L.T.D. is an American R&B/funk band best known for their 1977 hit single, "(Every Time I Turn Around) Back in Love Again" and "Holding On (When Love Is Gone)", as well as their many ballads, such as "Love Ballad", "We Both Deserve Each Other's Love", and "Where Did We Go Wrong?".

Career
L.T.D. (standing for Love, Togetherness, and Devotion), was formed in Greensboro, North Carolina as Love Men Limited, in 1968. They initially consisted of members Arthur "Lorenzo" Carnegie (alto, tenor saxes, flute, guitar), Jake Riley (trombone) Carle Wayne Vickers (trumpet, flute, soprano sax) and Abraham "Onion" Miller (tenor sax, vocals) who had been working as members of the 15 piece "Fantastic Soul Men Orchestra" backing the popular duo Sam & Dave, along with Jimmy "J.D." Davis (keyboards, vocals). They then relocated to New York City, where Toby Wynn (baritone sax) joined them. While performing on a gig in Providence, Rhode Island, Jeffrey Osborne (drums, lead vocals) was recruited by them.

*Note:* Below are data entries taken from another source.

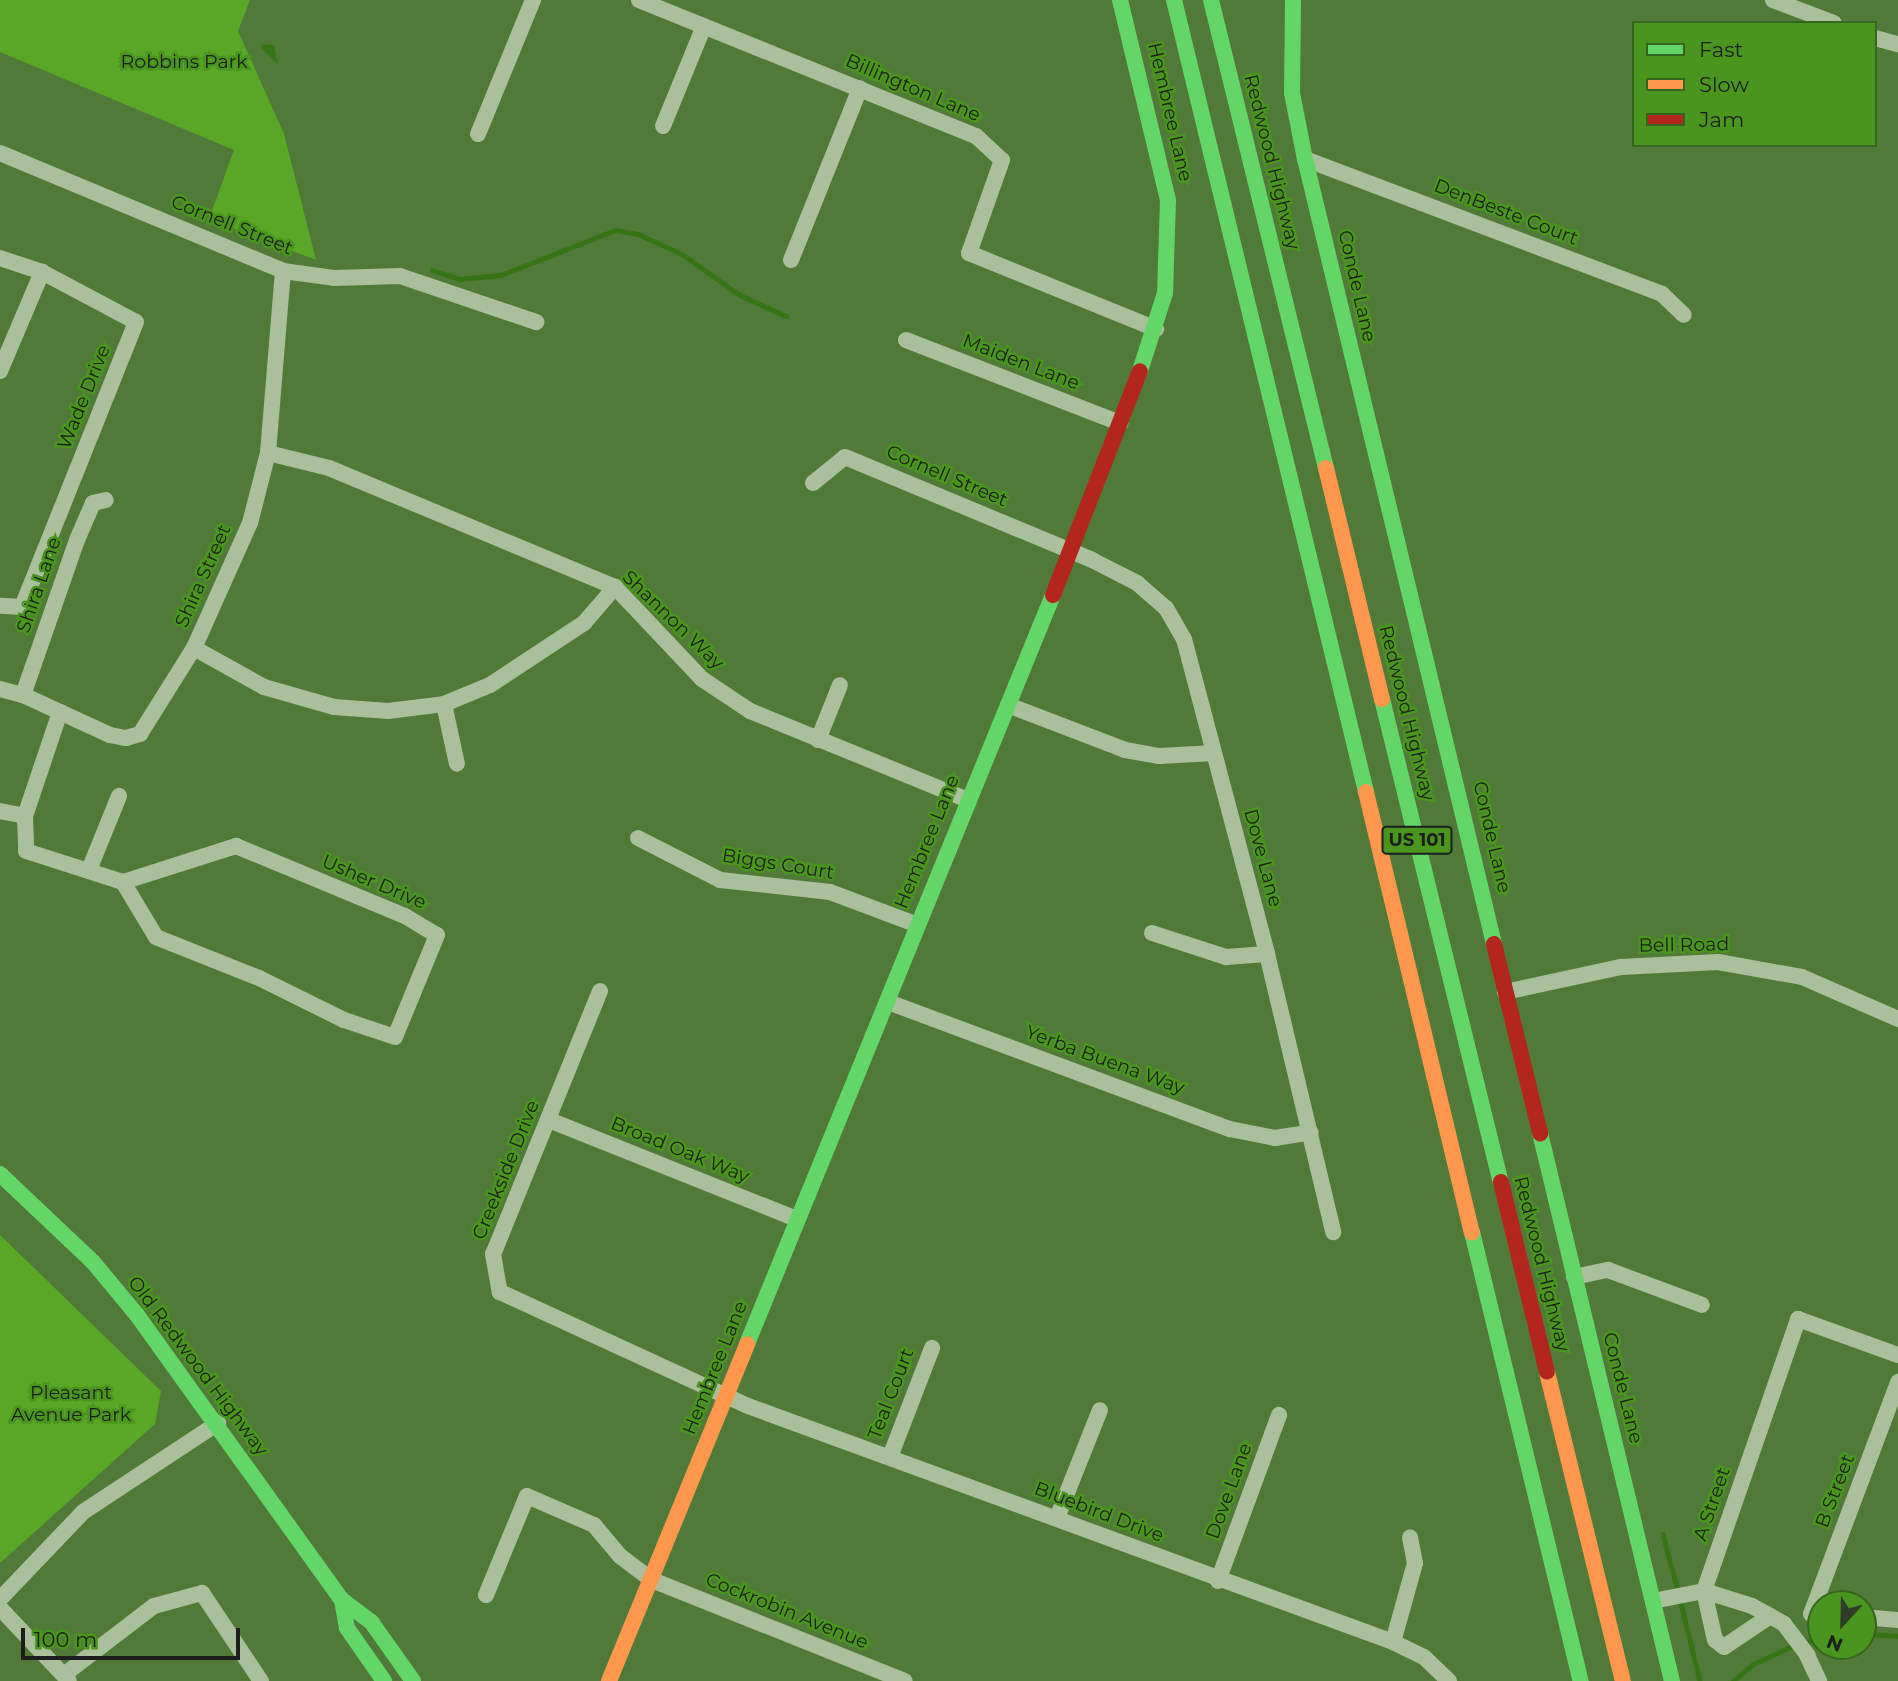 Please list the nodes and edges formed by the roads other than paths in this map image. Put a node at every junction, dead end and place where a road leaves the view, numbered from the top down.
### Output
1 (533, 0) edge
2 (639, 0) edge
3 (1120, 0) edge
4 (1174, 0) edge
5 (1211, 0) edge
6 (1293, 0) edge
7 (1773, 0) edge
8 (1830, 21) edge
9 (704, 26) junction
10 (1877, 39) edge
11 (1898, 44) edge
12 (860, 88) junction
13 (663, 126) dead end
14 (478, 134) dead end
15 (0, 153) edge
16 (1306, 159) junction
17 (0, 258) edge
18 (791, 260) dead end
19 (283, 271) junction
20 (42, 272) junction
21 (1684, 315) dead end
22 (536, 322) dead end
23 (1156, 328) junction
24 (906, 340) dead end
25 (0, 371) edge
26 (1120, 424) junction
27 (268, 453) junction
28 (813, 483) dead end
29 (106, 500) dead end
30 (1072, 550) junction
31 (615, 587) junction
32 (0, 606) edge
33 (194, 648) junction
34 (840, 685) dead end
35 (0, 689) edge
36 (23, 695) junction
37 (444, 704) junction
38 (1008, 705) junction
39 (60, 712) junction
40 (818, 740) junction
41 (1214, 753) junction
42 (457, 764) dead end
43 (119, 796) dead end
44 (966, 799) junction
45 (0, 811) edge
46 (25, 816) junction
47 (638, 838) dead end
48 (89, 870) junction
49 (122, 882) junction
50 (915, 924) junction
51 (1152, 933) dead end
52 (1267, 954) junction
53 (600, 991) dead end
54 (1505, 992) junction
55 (888, 1002) junction
56 (1898, 1019) edge
57 (549, 1121) junction
58 (1311, 1132) junction
59 (0, 1174) edge
60 (796, 1219) junction
61 (1333, 1231) dead end
62 (1574, 1277) junction
63 (1702, 1305) dead end
64 (932, 1348) dead end
65 (1898, 1355) edge
66 (1898, 1382) edge
67 (726, 1397) junction
68 (1100, 1410) dead end
69 (1279, 1415) dead end
70 (218, 1423) junction
71 (890, 1457) junction
72 (1057, 1518) junction
73 (1410, 1536) dead end
74 (653, 1580) junction
75 (1218, 1581) junction
76 (1824, 1590) edge
77 (1704, 1591) junction
78 (486, 1594) dead end
79 (0, 1599) edge
80 (1661, 1599) junction
81 (342, 1600) junction
82 (0, 1608) edge
83 (1807, 1617) edge
84 (1877, 1618) edge
85 (1898, 1620) edge
86 (1782, 1625) junction
87 (1393, 1642) junction
88 (67, 1677) edge
89 (261, 1681) edge
90 (384, 1681) edge
91 (413, 1681) edge
92 (609, 1681) edge
93 (905, 1681) edge
94 (1449, 1681) edge
95 (1581, 1681) edge
96 (1623, 1681) edge
97 (1672, 1681) edge
98 (1819, 1681) edge

1 - 14 street
2 - 9 street, Billington Lane
3 - 23 main road, Hembree Lane
4 - 95 main road, US 101
5 - 96 main road, Redwood Highway / US 101
6 - 16 main road, Conde Lane
7 - 8 street
9 - 12 street, Billington Lane
9 - 13 street
10 - 11 street
12 - 18 street
12 - 23 street, Billington Lane
15 - 19 street, Cornell Street
16 - 21 street, DenBeste Court
16 - 54 main road, Conde Lane
17 - 20 street, Wade Drive
19 - 22 street, Cornell Street
19 - 27 street, Shira Street
20 - 25 street
20 - 32 street, Wade Drive
23 - 26 main road, Hembree Lane
24 - 26 street, Maiden Lane
26 - 30 main road, Hembree Lane
27 - 31 street, Shannon Way
27 - 33 street, Shira Street
28 - 30 street, Cornell Street
29 - 36 street, Shira Lane
30 - 38 main road, Hembree Lane
30 - 41 street, Dove Lane
31 - 37 street
31 - 40 street, Shannon Way
33 - 37 street
33 - 39 street, Shira Street
34 - 40 street
35 - 36 street, Shira Street
36 - 39 street, Shira Street
37 - 42 street
38 - 41 street
38 - 44 main road, Hembree Lane
39 - 46 street
40 - 44 street, Shannon Way
41 - 52 street, Dove Lane
43 - 48 street
44 - 50 main road, Hembree Lane
45 - 46 street
46 - 48 street
47 - 50 street, Biggs Court
48 - 49 street
49 - 49 street, Usher Drive
50 - 55 main road, Hembree Lane
51 - 52 street
52 - 58 street, Dove Lane
53 - 57 street, Creekside Drive
54 - 56 street, Bell Road
54 - 62 main road, Conde Lane
55 - 58 street, Yerba Buena Way
55 - 60 main road, Hembree Lane
57 - 60 street, Broad Oak Way
57 - 67 street, Creekside Drive
58 - 61 street, Dove Lane
59 - 70 main road, Old Redwood Highway
60 - 67 main road, Hembree Lane
62 - 63 street
62 - 80 main road, Conde Lane
64 - 71 street, Teal Court
65 - 77 street, A Street
66 - 76 street, B Street
67 - 71 street, Bluebird Drive
67 - 74 main road, Hembree Lane
68 - 72 street
69 - 75 street, Dove Lane
70 - 79 street
70 - 81 main road, Old Redwood Highway
71 - 72 street, Bluebird Drive
72 - 75 street, Bluebird Drive
73 - 87 street
74 - 78 street, Cockrobin Avenue
74 - 92 main road, Hembree Lane
74 - 93 street, Cockrobin Avenue
75 - 87 street, Bluebird Drive
77 - 80 street
77 - 86 street
77 - 86 street
80 - 97 main road, Conde Lane
81 - 90 main road, Old Redwood Highway
81 - 91 main road, Old Redwood Highway
82 - 88 street
83 - 86 street
84 - 85 street
86 - 98 street
87 - 94 street, Bluebird Drive
88 - 89 street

After two years in New York, they relocated to Los Angeles, California, where Jeffrey's brother, Billy Osborne (organ, drums, keyboards, co-lead vocals), Celeste Cole (vocals), Henry E. Davis (bass, vocals) and Robert Santiel (congas, percussion) joined them. 1974 found them signing with A&M Records as L.T.D. (Love Togetherness & Devotion). In 1976, Johnny McGhee (guitar) joined the band. By this time Jeffrey Osborne became the group's primary lead vocalist, with Melvin Webb taking over on drums in 1977. Webb was replaced by Alvino Bennett in late 1978.

The group then went on to release songs such as "Love Ballad" (1976), "(Every Time I Turn Around) Back in Love Again" (1977), "Holding On (When Love Is Gone)", and many others. Soon after the band's 1980 album Shine On, Jeffrey and Billy Osborne departed to start solo careers. Andre Ray and Leslie Wilson (formerly of New Birth) were then chosen as lead vocalists for their next album Love Magic (1981) which produced two more hits, "April Love" and "Kicking Back". Leslie Wilson left to continue his solo career and L.T.D. stayed busy in the music industry by recording for small independent record labels, and doing their own personal music projects.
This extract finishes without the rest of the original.